Global aggregation joined to a reference CSV

This mirrors cli/examples/csv_to_jsonl_sql.yaml — group order data by country and join to a reference countries CSV:

version: 1
name: csv_to_jsonl_sql

pipeline:
  source:
    type: csv
    config:
      path: cli/examples/data/orders.csv
      has_header: true
      batch_size: 0          # whole file as one page → global GROUP BY

  transforms:
    - type: sql
      config:
        query: |
          SELECT c.country,
                 COUNT(*)                      AS order_count,
                 SUM(CAST(o.amount AS DOUBLE)) AS total_amount
          FROM   batch o
          LEFT JOIN countries c ON o.country_code = c.code
          GROUP BY c.country
          ORDER BY c.country
        relations:
          - name: countries
            source:
              type: csv
              path: cli/examples/data/countries.csv
              has_header: true

  sink:
    type: jsonl
    config:
      path: /tmp/faucet_sql_demo.jsonl

Run it (requires the transform-sql, source-csv, and sink-jsonl features):

faucet run cli/examples/csv_to_jsonl_sql.yaml

Output rows look like:

{"country":"Germany","order_count":1,"total_amount":3.0}
{"country":"India","order_count":1,"total_amount":7.0}
{"country":"United States","order_count":2,"total_amount":15.5}

Enrich with an inline lookup table

transforms:
  - type: sql
    config:
      query: |
        SELECT b.id, b.tier_id, t.label AS tier
        FROM batch b
        LEFT JOIN tiers t ON b.tier_id = t.id
      relations:
        - name: tiers
          source:
            type: values
            columns: [id, label]
            rows:
              - [1, gold]
              - [2, silver]
              - [3, bronze]

Working with JSON columns

DuckDB's json_extract works on string or JSON columns. If a field is a JSON string, use it directly:

SELECT json_extract(payload, '$.user.id') AS user_id FROM batch

Or cast it first:

SELECT json_extract(payload::JSON, '$.user.id') AS user_id FROM batch

Timestamp / timezone note

DuckDB's TIMESTAMP type is timezone-naive. faucet JSON timestamps are RFC 3339 strings (e.g. "2026-01-01T12:00:00Z").
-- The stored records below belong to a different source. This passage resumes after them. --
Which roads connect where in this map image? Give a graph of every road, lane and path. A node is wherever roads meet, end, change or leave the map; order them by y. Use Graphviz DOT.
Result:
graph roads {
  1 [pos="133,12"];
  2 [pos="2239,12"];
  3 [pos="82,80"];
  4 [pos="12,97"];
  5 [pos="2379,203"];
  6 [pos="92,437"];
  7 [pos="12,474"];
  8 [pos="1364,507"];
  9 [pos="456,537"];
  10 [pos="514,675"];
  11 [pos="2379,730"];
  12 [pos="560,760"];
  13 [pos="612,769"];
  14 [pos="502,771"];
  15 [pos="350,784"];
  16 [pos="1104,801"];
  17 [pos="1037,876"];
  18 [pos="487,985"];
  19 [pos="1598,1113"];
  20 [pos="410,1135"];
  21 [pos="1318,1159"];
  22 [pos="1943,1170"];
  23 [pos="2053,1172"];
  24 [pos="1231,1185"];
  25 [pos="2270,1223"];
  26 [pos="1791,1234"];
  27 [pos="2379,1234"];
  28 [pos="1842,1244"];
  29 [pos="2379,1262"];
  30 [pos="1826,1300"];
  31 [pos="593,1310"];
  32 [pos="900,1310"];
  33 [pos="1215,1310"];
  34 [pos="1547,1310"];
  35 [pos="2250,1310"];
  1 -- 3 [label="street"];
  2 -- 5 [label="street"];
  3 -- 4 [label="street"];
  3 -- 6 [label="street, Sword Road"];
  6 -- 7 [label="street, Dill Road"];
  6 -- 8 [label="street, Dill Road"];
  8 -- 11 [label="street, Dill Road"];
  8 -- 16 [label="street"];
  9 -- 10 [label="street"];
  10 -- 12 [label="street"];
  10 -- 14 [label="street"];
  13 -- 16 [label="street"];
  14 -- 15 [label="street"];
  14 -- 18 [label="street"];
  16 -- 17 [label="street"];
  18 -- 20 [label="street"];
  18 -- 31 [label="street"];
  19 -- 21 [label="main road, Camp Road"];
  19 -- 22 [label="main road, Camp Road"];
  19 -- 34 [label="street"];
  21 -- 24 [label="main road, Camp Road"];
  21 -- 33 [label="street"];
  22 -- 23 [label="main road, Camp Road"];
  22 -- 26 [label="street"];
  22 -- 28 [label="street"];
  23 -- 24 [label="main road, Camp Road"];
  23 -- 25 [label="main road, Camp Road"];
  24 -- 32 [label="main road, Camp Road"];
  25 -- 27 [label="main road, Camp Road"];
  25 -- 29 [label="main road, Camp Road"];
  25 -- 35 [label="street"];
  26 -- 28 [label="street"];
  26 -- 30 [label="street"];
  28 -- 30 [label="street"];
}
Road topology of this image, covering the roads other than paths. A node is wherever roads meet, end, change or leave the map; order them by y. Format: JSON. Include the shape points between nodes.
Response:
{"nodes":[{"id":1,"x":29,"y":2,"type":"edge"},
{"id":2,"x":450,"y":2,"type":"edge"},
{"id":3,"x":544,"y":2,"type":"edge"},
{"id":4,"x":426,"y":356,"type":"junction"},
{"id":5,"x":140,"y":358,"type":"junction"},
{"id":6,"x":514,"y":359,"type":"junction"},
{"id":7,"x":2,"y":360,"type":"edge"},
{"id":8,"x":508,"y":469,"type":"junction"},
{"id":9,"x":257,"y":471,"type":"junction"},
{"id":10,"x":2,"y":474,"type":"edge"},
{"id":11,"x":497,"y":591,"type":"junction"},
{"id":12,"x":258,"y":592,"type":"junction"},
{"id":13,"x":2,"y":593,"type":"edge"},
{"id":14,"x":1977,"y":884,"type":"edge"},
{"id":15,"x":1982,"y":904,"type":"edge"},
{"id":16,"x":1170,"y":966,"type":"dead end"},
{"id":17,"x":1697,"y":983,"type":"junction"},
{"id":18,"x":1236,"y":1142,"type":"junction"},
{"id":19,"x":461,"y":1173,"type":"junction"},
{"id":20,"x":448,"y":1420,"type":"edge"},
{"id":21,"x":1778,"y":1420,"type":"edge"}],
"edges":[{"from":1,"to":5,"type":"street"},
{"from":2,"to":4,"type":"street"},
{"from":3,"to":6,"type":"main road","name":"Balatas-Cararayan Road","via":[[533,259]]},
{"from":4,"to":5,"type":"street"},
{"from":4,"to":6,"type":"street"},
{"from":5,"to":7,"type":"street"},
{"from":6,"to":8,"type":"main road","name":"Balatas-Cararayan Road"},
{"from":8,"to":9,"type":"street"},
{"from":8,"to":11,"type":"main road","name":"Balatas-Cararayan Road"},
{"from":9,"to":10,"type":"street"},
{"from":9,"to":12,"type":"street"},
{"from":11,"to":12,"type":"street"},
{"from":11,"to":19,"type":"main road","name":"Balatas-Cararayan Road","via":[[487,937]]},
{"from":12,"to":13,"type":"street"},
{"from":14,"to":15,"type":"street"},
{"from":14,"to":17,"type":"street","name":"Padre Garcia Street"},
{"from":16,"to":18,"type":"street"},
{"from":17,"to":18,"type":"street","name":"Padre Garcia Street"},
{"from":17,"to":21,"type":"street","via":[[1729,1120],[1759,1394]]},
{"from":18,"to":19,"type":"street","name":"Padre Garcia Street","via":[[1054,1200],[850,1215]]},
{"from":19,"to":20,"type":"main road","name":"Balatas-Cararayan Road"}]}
To compare or cast them:

-- Parse an RFC 3339 string into a DuckDB TIMESTAMP (drops the offset)
SELECT CAST(created_at AS TIMESTAMP) AS ts FROM batch
WHERE CAST(created_at AS TIMESTAMP) > '2026-01-01'::TIMESTAMP

-- Keep the string form, compare lexicographically (safe for UTC-only data)
SELECT * FROM batch WHERE created_at > '2026-01-01T00:00:00Z'

If your timestamps include non-UTC offsets, normalise them to UTC with cast before passing to the SQL transform, or parse with strptime.

Config loading & schema

Configs load from YAML/JSON. Inspect the full JSON Schema for the transform with:

faucet schema transform sql

Library usage

Library callers build the compiled transform and attach it to any Source via a page stage and faucet_core::TransformingSource:

use faucet_transform_sql::{SqlTransform, SqlTransformConfig};
use faucet_core::stage::{compile_stage, apply_stages_to_page};

# fn run(records: Vec<serde_json::Value>) -> Result<(), faucet_core::FaucetError> {
let cfg = SqlTransformConfig {
    query: "SELECT id, upper(name) AS name FROM batch".into(),
    relations: vec![],
    memory_limit: None,
    threads: None,
};

let t = SqlTransform::compile(&cfg)?;          // parse/bind-checks the query now
let stage = compile_stage(&t.into_page_stage())?;

let output = apply_stages_to_page(records, &[stage])?;
# let _ = output;
# Ok(())
# }

To wrap a whole source, hand the same stage to faucet_core::TransformingSource::new(source, vec![stage]) and run it through Pipeline / run_stream like any other source. SqlTransform::compile is the canonical entry point; into_page_stage() produces a TransformStage::PageFn (a page-level, whole-batch stage).

How it works

SqlTransform::compile(&cfg) opens an in-memory DuckDB connection, applies the memory_limit / threads pragmas, materializes every reference relation, and parse/bind-checks the query — all once.
For each page, the records are converted to an Arrow batch and registered as the batch relation (a vectorized JSON ↔ Arrow shovel, not row-by-row).
The query runs; the result set is converted back from Arrow to JSON records, which replace the page.
With reload_on_change, a relation's file mtime is checked before each page and the relation is rebuilt and atomically swapped if it changed.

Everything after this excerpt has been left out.